We actively monitor for security advisories affecting components in our infrastructure, but we lacked a sufficient process to deal with this circumstance.
- We are members of the SaltStack Slack community, where the CVE disclosure was shared, but no notification was used (eg. @channel - which would have alerted us by email). Based on how it was shared, the Slack message received only 6 responses out of ~6,000 community members.
- SaltStack notified a mailing list whose existence was not documented. The email received fewer than 200 views. Following feedback from us, SaltStack have added documentation advertising their mailing list.
- There were no announcements by Blog, Twitter, Reddit, GitHub, or HackerNews - patches were delayed, and backports for older versions were hidden behind a signup wall. There was no clear messaging or urgency around the releases.
- The security researchers who discovered this vulnerability provided 6,000 known vulnerable IPs to SaltStack and recommended a phased communication approach to users. This was not followed.
Regardless of it not being made easy, we take responsibility for failing to respond to the CVE disclosure with adequate speed or severity. We lacked our own formal process for independently monitoring and reviewing CVE disclosures without relying on communication from 3rd party vendors.
Next steps
Based on this incident, below is an outline of the steps we are taking to improve our service in future.
Increased security of our private network
We immediately deployed additional firewalls throughout our infrastructure and patched our Salt Master. All rebuilt machines in our network have subsequently been freshly created from Salt 2019.2.4 (latest). Further to this, we’re conducting a full audit of our network and all components within it to ensure there are no further areas lacking adequate hardening.
We have revoked keys, sessions, credentials and certificates both internally as well as those of our users. Ghost(Pro) customers will be asked to create new passwords the next time they sign in, as a precaution. Despite there having been no damage from the malware, the vulnerability that existed within SaltStack has been around for a long time and was very severe.

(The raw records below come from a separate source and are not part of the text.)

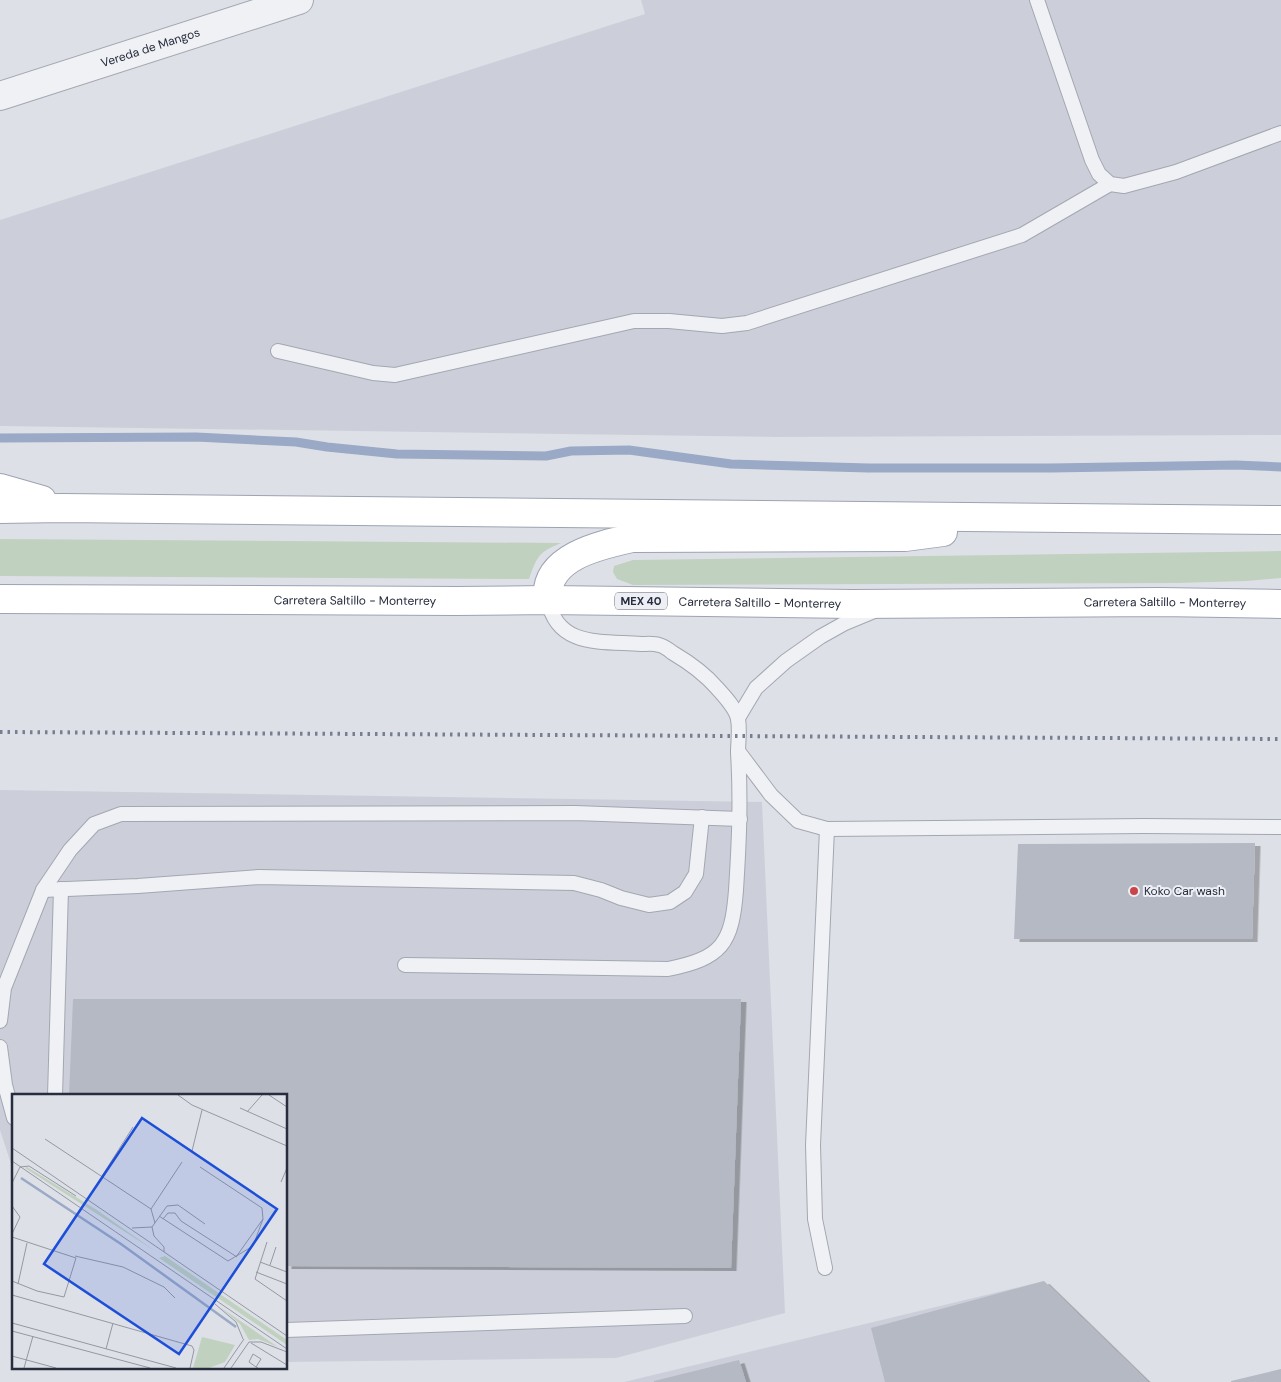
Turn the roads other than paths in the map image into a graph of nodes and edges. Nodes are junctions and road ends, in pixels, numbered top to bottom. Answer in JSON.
{"nodes":[{"id":1,"x":299,"y":0,"type":"edge"},
{"id":2,"x":1037,"y":0,"type":"edge"},
{"id":3,"x":0,"y":96,"type":"edge"},
{"id":4,"x":1281,"y":133,"type":"edge"},
{"id":5,"x":1110,"y":184,"type":"junction"},
{"id":6,"x":278,"y":351,"type":"dead end"},
{"id":7,"x":0,"y":488,"type":"edge"},
{"id":8,"x":62,"y":508,"type":"junction"},
{"id":9,"x":0,"y":509,"type":"edge"},
{"id":10,"x":1042,"y":519,"type":"junction"},
{"id":11,"x":1281,"y":520,"type":"edge"},
{"id":12,"x":1281,"y":589,"type":"edge"},
{"id":13,"x":0,"y":599,"type":"edge"},
{"id":14,"x":548,"y":600,"type":"junction"},
{"id":15,"x":1160,"y":602,"type":"junction"},
{"id":16,"x":899,"y":604,"type":"junction"},
{"id":17,"x":1281,"y":604,"type":"edge"},
{"id":18,"x":738,"y":718,"type":"junction"},
{"id":19,"x":738,"y":750,"type":"junction"},
{"id":20,"x":702,"y":818,"type":"junction"},
{"id":21,"x":740,"y":819,"type":"junction"},
{"id":22,"x":1281,"y":827,"type":"edge"},
{"id":23,"x":827,"y":829,"type":"junction"},
{"id":24,"x":62,"y":889,"type":"junction"},
{"id":25,"x":44,"y":890,"type":"junction"},
{"id":26,"x":405,"y":965,"type":"dead end"},
{"id":27,"x":0,"y":1020,"type":"edge"},
{"id":28,"x":0,"y":1047,"type":"edge"},
{"id":29,"x":55,"y":1094,"type":"edge"},
{"id":30,"x":12,"y":1110,"type":"edge"},
{"id":31,"x":825,"y":1268,"type":"dead end"},
{"id":32,"x":685,"y":1316,"type":"dead end"},
{"id":33,"x":288,"y":1330,"type":"edge"}],
"edges":[{"from":1,"to":3,"type":"street","name":"Vereda de Mangos"},
{"from":2,"to":5,"type":"lane"},
{"from":4,"to":5,"type":"lane"},
{"from":5,"to":6,"type":"lane"},
{"from":7,"to":8,"type":"main road"},
{"from":8,"to":9,"type":"main road"},
{"from":8,"to":10,"type":"main road"},
{"from":10,"to":11,"type":"main road"},
{"from":10,"to":14,"type":"main road"},
{"from":12,"to":15,"type":"main road"},
{"from":13,"to":14,"type":"main road","name":"Carretera Saltillo - Monterrey","number":"MEX 40"},
{"from":14,"to":16,"type":"main road","name":"Carretera Saltillo - Monterrey","number":"MEX 40"},
{"from":14,"to":18,"type":"lane"},
{"from":15,"to":16,"type":"main road","name":"Carretera Saltillo - Monterrey","number":"MEX 40"},
{"from":15,"to":17,"type":"main road","name":"Carretera Saltillo - Monterrey","number":"MEX 40"},
{"from":16,"to":18,"type":"lane"},
{"from":18,"to":19,"type":"lane"},
{"from":19,"to":21,"type":"lane"},
{"from":19,"to":23,"type":"lane"},
{"from":20,"to":21,"type":"lane"},
{"from":20,"to":24,"type":"lane"},
{"from":20,"to":25,"type":"lane"},
{"from":21,"to":26,"type":"lane"},
{"from":22,"to":23,"type":"lane"},
{"from":23,"to":31,"type":"lane"},
{"from":24,"to":25,"type":"lane"},
{"from":24,"to":29,"type":"lane"},
{"from":25,"to":27,"type":"lane"},
{"from":28,"to":30,"type":"lane"},
{"from":32,"to":33,"type":"lane"}]}
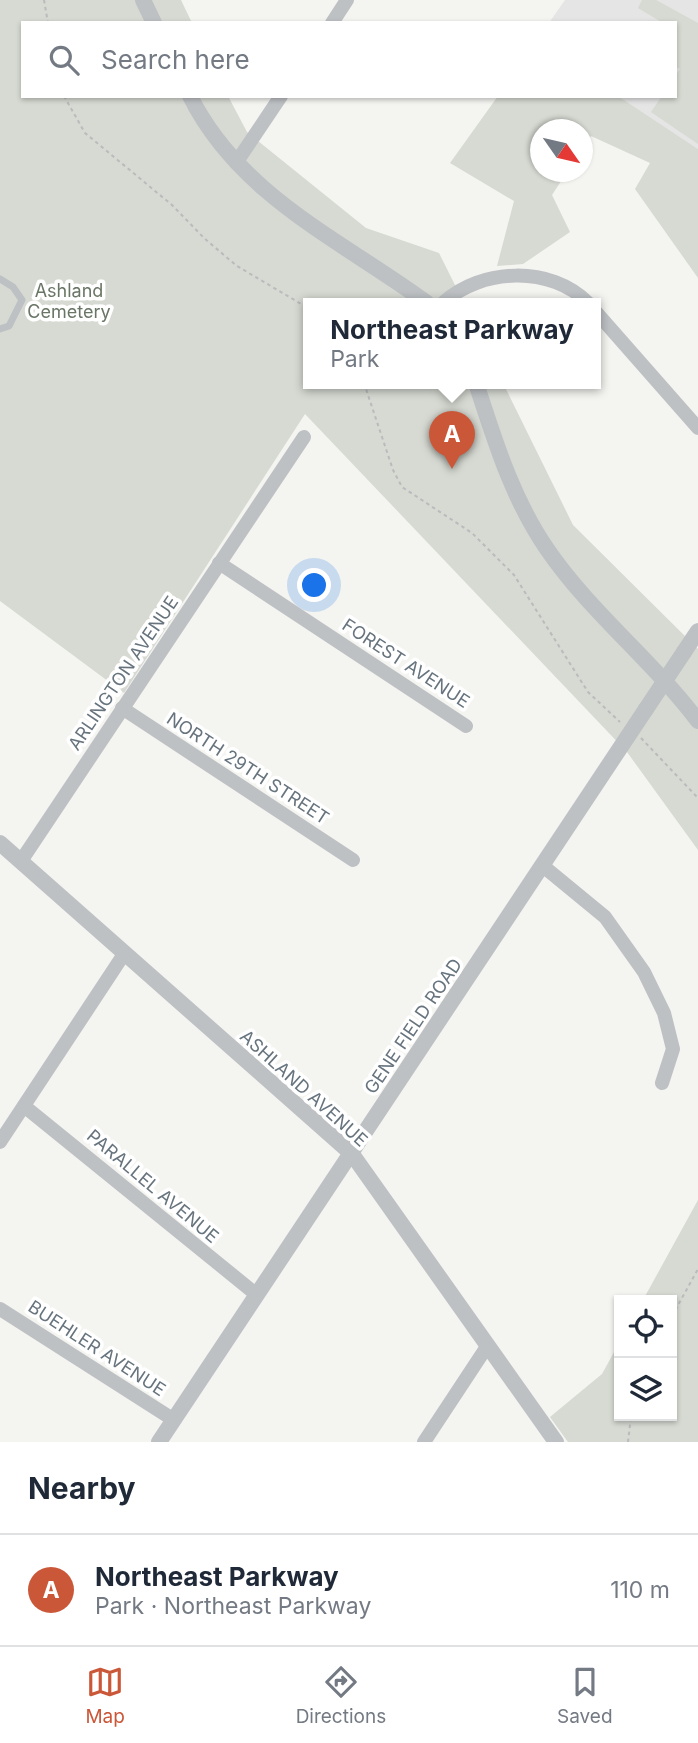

We are also actively hiring additional infrastructure engineers to our team, and expanding our resources and capacity to operate a high availability private cloud serving over half a billion requests each month. Ghost is growing quickly, and we are scaling up our operations to match.
Technical initiatives
In addition to the immediate remediation of cycling all keys, credentials and environments - we’ve worked on a number of technical initiatives to improve our preparedness for incidents such as these:
- New configuration and UI inside Ghost itself to support the wiping of staff user credentials, triggering an automatic front-end user flow requiring people to create a new password, via email, at the next login attempt.
- New UI within Ghost Admin allowing staff users to easily revoke and regenerate Admin API keys which may be used in third party integrations.
- Additional automation within our Ghost(Pro) network, allowing machines to be more quickly destroyed and rebuilt - so that we can redeploy our entire network more efficiently if required.
Organisational initiatives
We have contacted all of our customers by email to disclose this incident to them directly, and provide further details on how it has been handled (this incident report).
This incident has led to an overhaul of how we monitor, review, and act on security advisories for key components within our infrastructure. To gain immediate coverage we have audited all software on our network, ensured we are subscribed to the correct announcement channel for each one and subscribed to a general CVE list. We now have a process for auditing each item within 2 working days. Meanwhile we are testing new software tools to help us automate and streamline this process.
Conclusion
We understand how important the reliability and security of Ghost(Pro) is to our customers, and we are committed to improving to better serve you. We stopped all other work to give this incident our full attention, and we will continue to analyse and implement improvements to our systems and processes. Thank you for your understanding and your patience. We will do better.